Work through the records that follow and return each line containing the word "nodes".

> _Input records_
######

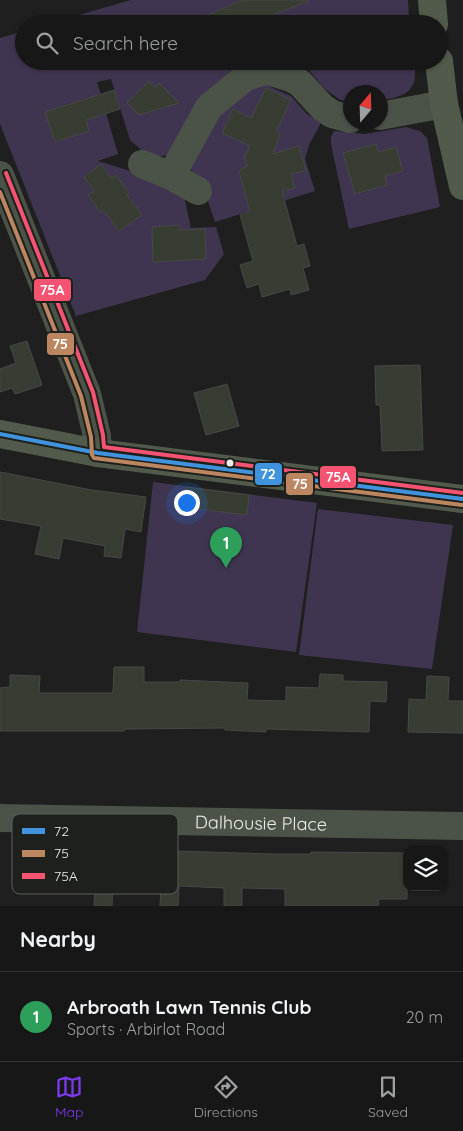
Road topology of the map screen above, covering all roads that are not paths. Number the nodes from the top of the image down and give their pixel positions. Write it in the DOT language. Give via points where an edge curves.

######

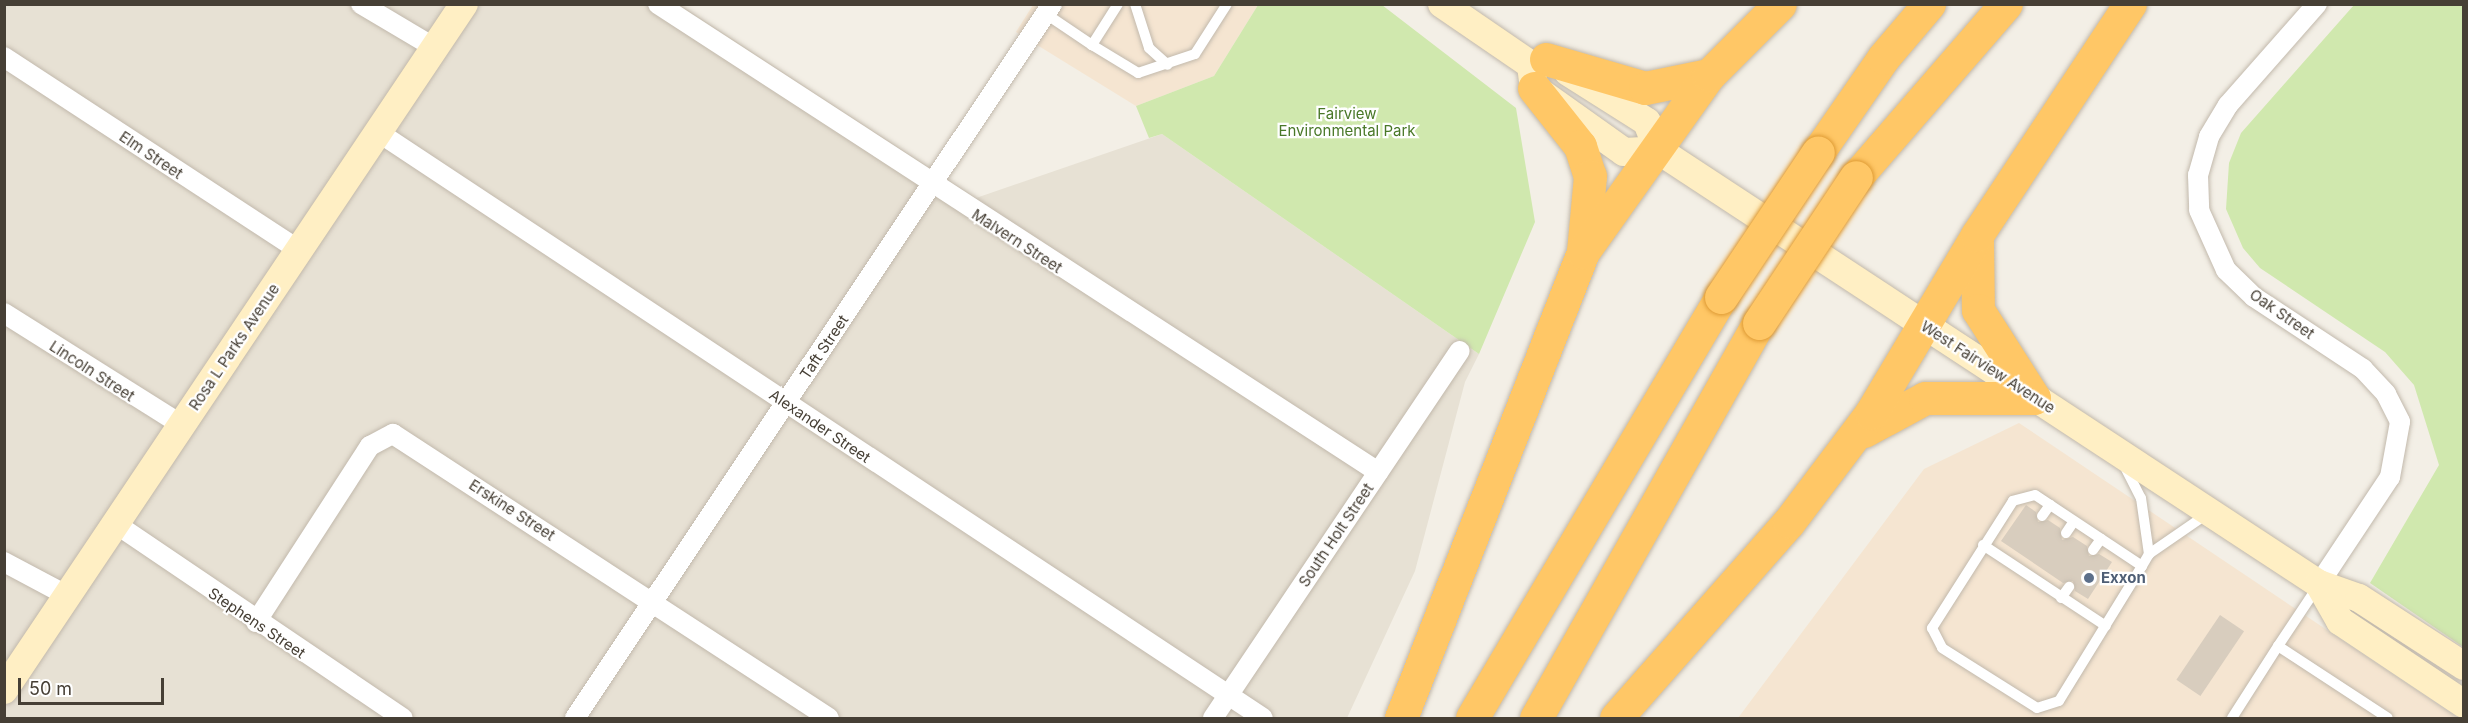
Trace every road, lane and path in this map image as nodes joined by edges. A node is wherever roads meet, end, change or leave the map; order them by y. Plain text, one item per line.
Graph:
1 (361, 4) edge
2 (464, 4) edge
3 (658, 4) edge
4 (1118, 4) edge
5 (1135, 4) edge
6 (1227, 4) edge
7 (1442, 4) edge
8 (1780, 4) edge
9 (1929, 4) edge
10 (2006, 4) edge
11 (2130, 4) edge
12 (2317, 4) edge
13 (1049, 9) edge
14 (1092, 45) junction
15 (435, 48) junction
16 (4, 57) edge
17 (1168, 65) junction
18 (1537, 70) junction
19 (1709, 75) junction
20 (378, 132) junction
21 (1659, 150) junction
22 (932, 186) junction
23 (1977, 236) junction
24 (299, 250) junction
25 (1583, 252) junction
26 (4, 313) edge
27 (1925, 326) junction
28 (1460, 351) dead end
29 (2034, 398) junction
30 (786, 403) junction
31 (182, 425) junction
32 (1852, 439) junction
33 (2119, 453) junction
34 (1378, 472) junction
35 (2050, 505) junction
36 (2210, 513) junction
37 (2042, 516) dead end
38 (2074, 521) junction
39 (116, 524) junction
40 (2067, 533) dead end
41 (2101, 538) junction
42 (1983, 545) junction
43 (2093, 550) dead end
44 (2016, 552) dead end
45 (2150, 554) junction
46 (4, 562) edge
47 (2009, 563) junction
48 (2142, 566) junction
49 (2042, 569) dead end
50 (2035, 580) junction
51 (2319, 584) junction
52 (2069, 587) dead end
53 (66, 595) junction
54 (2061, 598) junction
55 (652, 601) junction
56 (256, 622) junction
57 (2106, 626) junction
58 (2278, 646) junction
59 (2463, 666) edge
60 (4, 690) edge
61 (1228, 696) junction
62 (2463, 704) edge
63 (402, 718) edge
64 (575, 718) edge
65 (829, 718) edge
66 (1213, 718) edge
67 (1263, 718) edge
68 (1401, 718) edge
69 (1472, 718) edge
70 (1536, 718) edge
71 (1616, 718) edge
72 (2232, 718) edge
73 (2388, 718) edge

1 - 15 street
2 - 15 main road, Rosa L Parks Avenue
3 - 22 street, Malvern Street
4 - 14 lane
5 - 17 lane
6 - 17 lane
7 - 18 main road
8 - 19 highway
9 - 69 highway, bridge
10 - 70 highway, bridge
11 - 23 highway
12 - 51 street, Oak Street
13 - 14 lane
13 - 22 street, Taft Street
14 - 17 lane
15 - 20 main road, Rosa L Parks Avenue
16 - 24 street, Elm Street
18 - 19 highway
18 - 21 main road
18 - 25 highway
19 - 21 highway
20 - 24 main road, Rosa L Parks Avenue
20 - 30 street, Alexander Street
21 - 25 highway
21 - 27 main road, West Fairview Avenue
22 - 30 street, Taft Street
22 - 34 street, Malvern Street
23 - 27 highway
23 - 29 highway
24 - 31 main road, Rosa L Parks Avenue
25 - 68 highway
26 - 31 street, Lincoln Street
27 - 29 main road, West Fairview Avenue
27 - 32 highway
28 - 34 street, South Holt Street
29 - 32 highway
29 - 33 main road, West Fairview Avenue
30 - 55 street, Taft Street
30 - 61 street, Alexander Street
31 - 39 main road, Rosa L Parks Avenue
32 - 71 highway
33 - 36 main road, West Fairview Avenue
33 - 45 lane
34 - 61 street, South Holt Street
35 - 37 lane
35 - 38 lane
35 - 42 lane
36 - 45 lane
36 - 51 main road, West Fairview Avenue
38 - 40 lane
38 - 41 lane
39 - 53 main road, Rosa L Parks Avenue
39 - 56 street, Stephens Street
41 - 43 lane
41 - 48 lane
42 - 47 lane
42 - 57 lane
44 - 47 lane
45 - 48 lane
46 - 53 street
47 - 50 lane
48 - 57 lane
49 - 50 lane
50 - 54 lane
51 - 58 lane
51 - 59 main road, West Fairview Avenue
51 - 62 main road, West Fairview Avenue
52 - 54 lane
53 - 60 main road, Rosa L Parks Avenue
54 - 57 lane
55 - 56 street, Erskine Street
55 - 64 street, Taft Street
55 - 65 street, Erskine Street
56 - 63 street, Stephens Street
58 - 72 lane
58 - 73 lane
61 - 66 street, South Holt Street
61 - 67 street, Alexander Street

######

> _Result for this task_
Road topology of the map screen above, covering all roads that are not paths. Number the nodes from the top of the image down and give their pixel positions. Write it in the DOT language. Give via points where an edge curves.
Trace every road, lane and path in this map image as nodes joined by edges. A node is wherever roads meet, end, change or leave the map; order them by y. Plain text, one item per line.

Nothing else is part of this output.